The court’s instructions on circumstantial evidence were as follows: “Now, proof beyond a reasonable doubt does not mean that you must have direct evidence supporting a fact. You may apply the rule of circumstantial evidence. This rule involves the offering of evidence of facts from which you’re asked to infer the existence of another fact or a set of facts.
“Such an inference may be made provided two elements in the application in this rule are satisfied. First, that the fact from which you’re asked to draw the inference has itself been proven beyond a reasonable doubt and, secondly, that the inference asked to be drawn is not only logical and reasonable, but it is strong enough so that you can find that it is more probable than not that the fact to be inferred is true.
“It is your right to draw inferences if you conclude that the facts you find proven reasonably establish other facts by reason and logic and are not the result of speculation, surmise or guesswork. If from the facts you find proven you reasonably do infer other facts, you may then use the facts so inferred as a basis for a further inference that other facts exist, including facts going to establish the guilt or innocence of the defendant.”
In charging the jury on robbery, the court gave the following instruction on the intent element of that offense: “Now, the intent referred to in that, under that provision, in effect, I instruct you that the intent ordinarily may not be proved directly and usually must be established by circumstantial evidence. This is because there exists no way of scrutinizing with certainty the state of mind of a human being, but you may infer intent from the surrounding circumstances.
“What an individual does or fails to do, whether it be physical, verbal or written conduct, may be indicative of intent or lack of intent to commit a criminal offense. You may consider all other facts and circumstances,
“Ultimately it is for you and you alone as members of the jury to decide from the evidence believed by you whether the state has proved beyond a reasonable doubt that the defendant possessed at the time and place of this alleged commission of the offense charged the requisite intent to have committed the crime of larceny at that time and place.”
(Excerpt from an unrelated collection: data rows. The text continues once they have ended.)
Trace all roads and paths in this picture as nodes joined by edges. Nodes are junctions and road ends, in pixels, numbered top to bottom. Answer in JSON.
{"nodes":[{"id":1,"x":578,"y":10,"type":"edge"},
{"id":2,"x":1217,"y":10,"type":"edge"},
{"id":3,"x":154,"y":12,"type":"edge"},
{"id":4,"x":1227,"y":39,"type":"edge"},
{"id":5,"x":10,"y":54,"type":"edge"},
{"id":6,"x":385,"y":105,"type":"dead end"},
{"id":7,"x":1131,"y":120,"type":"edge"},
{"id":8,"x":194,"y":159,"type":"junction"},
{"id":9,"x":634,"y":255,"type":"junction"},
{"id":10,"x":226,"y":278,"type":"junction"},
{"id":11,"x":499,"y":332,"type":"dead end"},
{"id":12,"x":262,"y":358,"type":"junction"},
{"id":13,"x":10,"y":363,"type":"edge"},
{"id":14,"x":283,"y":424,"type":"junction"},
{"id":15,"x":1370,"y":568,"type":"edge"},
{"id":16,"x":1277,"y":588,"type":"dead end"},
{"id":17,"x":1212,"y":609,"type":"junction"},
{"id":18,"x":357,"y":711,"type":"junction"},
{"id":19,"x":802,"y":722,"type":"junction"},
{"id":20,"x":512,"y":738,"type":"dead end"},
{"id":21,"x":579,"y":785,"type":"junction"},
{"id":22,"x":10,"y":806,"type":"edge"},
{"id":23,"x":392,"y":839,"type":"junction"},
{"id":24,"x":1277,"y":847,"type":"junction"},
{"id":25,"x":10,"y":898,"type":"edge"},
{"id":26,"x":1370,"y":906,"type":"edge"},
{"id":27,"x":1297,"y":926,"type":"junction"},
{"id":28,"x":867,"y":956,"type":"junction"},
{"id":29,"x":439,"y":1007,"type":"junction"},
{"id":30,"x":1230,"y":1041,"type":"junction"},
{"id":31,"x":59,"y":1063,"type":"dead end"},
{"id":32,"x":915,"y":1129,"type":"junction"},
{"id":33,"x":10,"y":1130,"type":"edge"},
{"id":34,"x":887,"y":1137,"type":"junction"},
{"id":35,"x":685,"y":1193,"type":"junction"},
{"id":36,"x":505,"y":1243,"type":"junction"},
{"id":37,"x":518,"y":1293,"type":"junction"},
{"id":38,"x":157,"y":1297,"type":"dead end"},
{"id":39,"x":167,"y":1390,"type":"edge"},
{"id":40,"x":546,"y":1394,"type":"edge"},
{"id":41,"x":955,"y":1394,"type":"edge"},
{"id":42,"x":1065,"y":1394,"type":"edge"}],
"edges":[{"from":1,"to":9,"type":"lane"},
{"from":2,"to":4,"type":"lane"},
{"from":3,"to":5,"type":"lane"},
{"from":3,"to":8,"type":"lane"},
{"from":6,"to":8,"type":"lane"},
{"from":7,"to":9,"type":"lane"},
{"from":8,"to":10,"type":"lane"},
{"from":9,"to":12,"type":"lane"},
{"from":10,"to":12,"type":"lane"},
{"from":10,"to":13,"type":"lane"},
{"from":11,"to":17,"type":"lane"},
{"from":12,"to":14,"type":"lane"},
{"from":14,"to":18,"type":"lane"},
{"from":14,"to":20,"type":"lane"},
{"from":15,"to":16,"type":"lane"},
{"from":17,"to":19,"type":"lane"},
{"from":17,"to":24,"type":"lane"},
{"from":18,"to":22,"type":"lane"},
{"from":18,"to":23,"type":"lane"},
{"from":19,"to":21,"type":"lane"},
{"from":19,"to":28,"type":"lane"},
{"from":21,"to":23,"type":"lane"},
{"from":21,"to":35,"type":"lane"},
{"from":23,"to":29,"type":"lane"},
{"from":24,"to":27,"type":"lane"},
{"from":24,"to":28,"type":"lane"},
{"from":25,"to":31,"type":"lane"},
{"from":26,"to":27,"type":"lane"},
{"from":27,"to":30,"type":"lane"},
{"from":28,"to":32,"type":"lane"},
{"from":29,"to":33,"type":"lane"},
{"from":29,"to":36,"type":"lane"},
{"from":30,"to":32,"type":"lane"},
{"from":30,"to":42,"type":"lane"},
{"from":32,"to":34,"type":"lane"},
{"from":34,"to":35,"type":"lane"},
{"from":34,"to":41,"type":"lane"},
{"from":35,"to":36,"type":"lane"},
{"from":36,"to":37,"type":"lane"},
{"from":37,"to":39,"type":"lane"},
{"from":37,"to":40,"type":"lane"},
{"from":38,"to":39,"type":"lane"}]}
In addition, the defendant claims that two other statements made by the court during its jury instructions contributed to the alleged dilution of the state’s burden of proof. In charging the jury on the presumption of innocence and explaining the meaning of the term “reasonable doubt,” the court stated: “The presumption of innocence applies to all the elements necessary to constitute the offense charged, if there is more than one element and this shall be defined for you as to this case in a few moments. This presumption of innocence, however, does not have the effect of evidence itself. The only effect it has is to place upon the state the burden of establishing the element or elements necessary to prove guilt beyond a reasonable doubt.
“Now, a reasonable doubt is not a doubt that is raised by the questioning simply for the sake of a doubt, nor is it a surmise or a guess or speculation or a doubt not founded upon the evidence. It is not hesitation or arising from feelings of sympathy or pity for the accused or his family. A reasonable doubt is one that is based upon reason and which grows out of the evidence or lack of evidence in the case.
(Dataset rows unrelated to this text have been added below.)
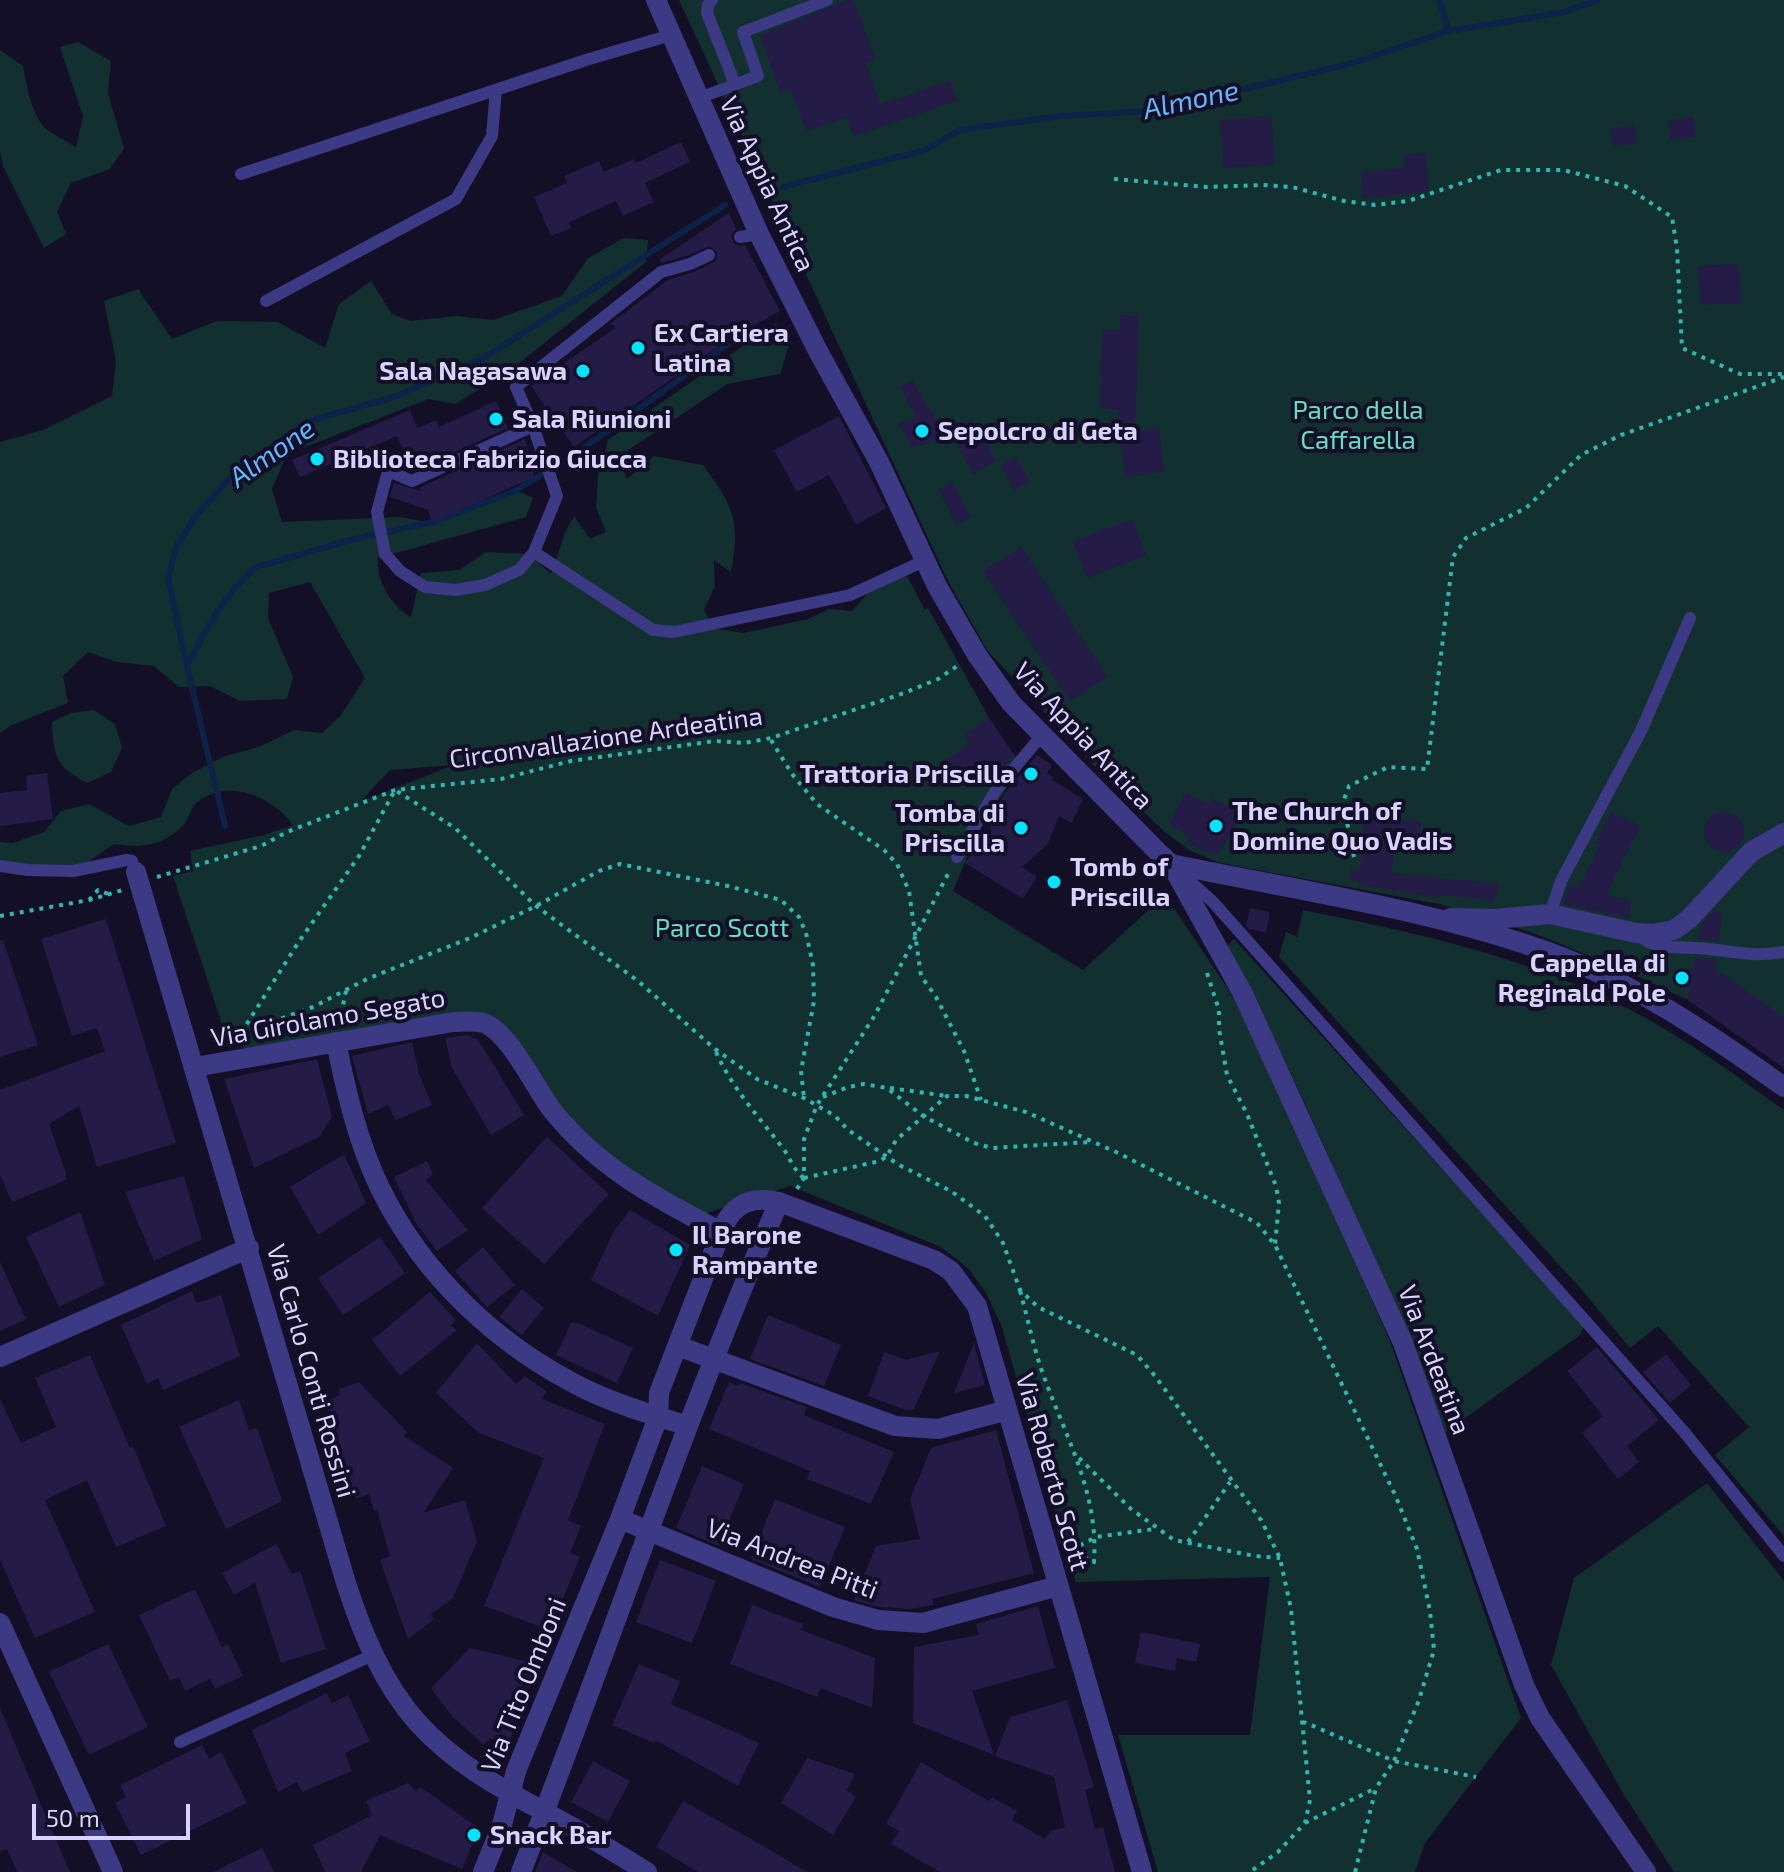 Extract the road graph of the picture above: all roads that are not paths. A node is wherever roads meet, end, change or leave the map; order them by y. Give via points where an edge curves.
1 (656, 0) edge
2 (712, 0) edge
3 (827, 0) edge
4 (671, 35) junction
5 (735, 84) junction
6 (496, 90) junction
7 (699, 98) junction
8 (241, 174) dead end
9 (709, 255) dead end
10 (266, 301) dead end
11 (533, 426) junction
12 (534, 552) junction
13 (924, 561) junction
14 (1690, 618) dead end
15 (1042, 735) junction
16 (1784, 833) edge
17 (957, 857) road end
18 (1171, 864) junction
19 (0, 866) edge
20 (136, 872) joint
21 (1550, 914) junction
22 (1430, 917) junction
23 (1636, 933) junction
24 (1784, 952) edge
25 (336, 1042) junction
26 (195, 1067) junction
27 (1784, 1087) edge
28 (779, 1202) junction
29 (721, 1232) junction
30 (249, 1248) junction
31 (678, 1346) junction
32 (0, 1357) edge
33 (713, 1359) junction
34 (1007, 1410) junction
35 (658, 1417) junction
36 (688, 1426) junction
37 (620, 1519) junction
38 (649, 1531) junction
39 (1784, 1556) edge
40 (1058, 1586) junction
41 (0, 1623) edge
42 (373, 1655) junction
43 (180, 1742) dead end
44 (509, 1794) junction
45 (544, 1813) junction
46 (113, 1872) edge
47 (483, 1872) edge
48 (521, 1872) edge
49 (647, 1872) edge
50 (1142, 1872) edge
51 (1646, 1872) edge

1 - 4 street, Via Appia Antica
2 - 5 lane via 707,13
3 - 5 lane via 743,32 758,76
4 - 6 lane
4 - 7 street, Via Appia Antica
5 - 7 lane
6 - 8 lane
6 - 10 lane via 492,136 456,199
7 - 13 street, Via Appia Antica via 749,235 879,462
9 - 11 lane via 661,272 516,387
11 - 12 lane via 557,496
11 - 12 lane via 412,481 388,471 377,512 385,554 425,587 485,585 519,570
12 - 13 lane via 653,630 674,632 850,595
13 - 15 street, Via Appia Antica via 977,655
14 - 21 lane via 1641,731 1561,881
15 - 17 lane via 996,790
15 - 18 street, Via Appia Antica
16 - 23 street via 1751,852 1674,930
18 - 22 street
18 - 39 lane via 1213,902 1675,1421
18 - 51 street, Via Ardeatina via 1242,992 1403,1343 1524,1685 1540,1718
19 - 20 lane via 73,871 127,860
20 - 26 street, Via Carlo Conti Rossini
21 - 22 street
21 - 23 street
22 - 27 street via 1533,946 1627,986 1711,1035
23 - 24 lane via 1649,944 1667,948 1751,956
25 - 26 street, Via Girolamo Segato
25 - 29 street, Via Girolamo Segato via 453,1022 484,1023 504,1040 545,1101 581,1141 640,1189
25 - 35 street via 379,1187 437,1274 491,1329 544,1368
26 - 30 street, Via Carlo Conti Rossini
28 - 29 street, Via Tito Omboni via 744,1203 733,1210
28 - 33 street
28 - 34 street, Via Roberto Scott via 951,1271 977,1306
29 - 31 street, Via Tito Omboni
30 - 32 street
30 - 42 street, Via Carlo Conti Rossini via 346,1583
31 - 33 street
31 - 35 street, Via Tito Omboni via 659,1393
33 - 34 street via 877,1421 912,1429 938,1429
33 - 36 street
34 - 40 street, Via Roberto Scott
35 - 36 street
35 - 37 street, Via Tito Omboni
36 - 38 street
37 - 38 street
37 - 44 street, Via Tito Omboni
38 - 40 street, Via Andrea Pitti via 833,1607 878,1620 923,1623
38 - 45 street
40 - 50 street, Via Roberto Scott
41 - 46 street
42 - 43 lane
42 - 44 street, Via Carlo Conti Rossini via 417,1722 456,1758
44 - 45 street, Via Carlo Conti Rossini
44 - 47 street, Via Tito Omboni
45 - 48 street
45 - 49 street, Via Carlo Conti Rossini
“A reasonable doubt is one that is reasonable in the light of all the evidence and one that is honestly entertained after a thorough evaluation, after careful examination of all the evidence in the case; an absolute demonstration of guilt is not required to convict. The demonstration of guilt need be only beyond a reasonable doubt; one that a reasonable person can reasonably entertain after a fair evaluation of all the evidence.” (Emphasis added.) The defendant apparently objects to the court’s use of the word “only” in explaining the effect of the presumption of innocence and defining the state’s burden of proof.